In mid-April 2023, Darktrace, along with the wider security community, observed malicious cyber actors gaining entry to networks through exploitation of a critical vulnerability in the print management system, PaperCut. Darktrace observed two types of attack chain within its customer base, one involving the deployment of payloads to facilitate crypto-mining, and the other involving the deployment of a payload to facilitate Tor-based command-and-control (C2) communication.

Walking Through the Front Door

One of the most widely abused Initial Access methods attackers use to gain entry to an organization’s digital environment is the exploitation of vulnerabilities in Internet-facing systems and services [1]. The public disclosure of a critical vulnerability in a widely used, Internet-facing service, along with a proof of concept (POC) exploit for such vulnerability, provides malicious cyber actors with a key to the front door of countless organizations. Once malicious actors are in possession of such a key, security teams are in a race against time to patch all their vulnerable systems and services.
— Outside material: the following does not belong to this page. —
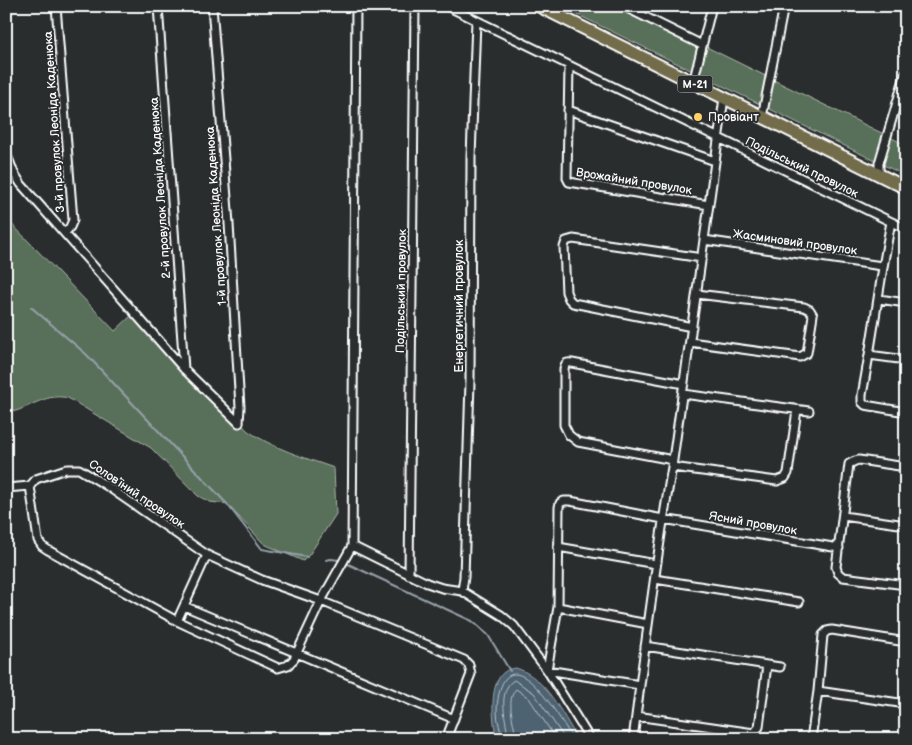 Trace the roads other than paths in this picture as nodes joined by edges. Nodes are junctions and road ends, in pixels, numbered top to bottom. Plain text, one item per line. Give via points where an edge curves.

But until organizations accomplish this, the doors are left open.

This year, the security community has seen malicious actors gaining entry to networks through the exploitation of vulnerabilities in a range of services. These services include familiar suspects, such as Microsoft Exchange and ManageEngine, along with less familiar suspects, such as PaperCut. PaperCut is a system for managing and tracking printing, copying, and scanning activity within organizations. In 2021, PaperCut was used in more than 50,000 sites across over 100 countries [2], making PaperCut a widely used print management system.

In January 2023, Trend Micro’s Zero Day Initiative (ZDI) notified PaperCut of a critical RCE vulnerability, namely CVE-2023–27350, in certain versions of PaperCut NG (PaperCut’s ‘print only’ variant) and PaperCut MF (PaperCut’s ‘extended feature’ variant) [3,4]. In March 2023, PaperCut released versions of PaperCut NG and PaperCut MF containing a fix for CVE-2023–27350 [4]. Despite this, security teams observed a surge in cases of malicious actors exploiting CVE-2023–27350 to compromise PaperCut servers in April 2023 [4-10]. This trend was mirrored in Darktrace’s customer base, where a surge in compromises of PaperCut servers was observed in April 2023.

Observed Attack Chains

In mid-April 2023, Darktrace identified two related clusters of attack chains. The attack chains within the first of these clusters involved Internet-facing PaperCut servers downloading payloads with crypto-mining capabilities from the external location, 50.19.48[.]59. While the attack chains within the second of the clusters involved Internet-facing PaperCut servers downloading payloads with Tor-based C2 capabilities from 192.184.35[.]216. The attack chains within the first cluster, which were observed on April 22, 2023, will be referred to as ‘50.19.48[.]59 chains’ and the attack chains in the second cluster, observed on April 24, 2023, will be called ‘192.184.35[.]216 chains’.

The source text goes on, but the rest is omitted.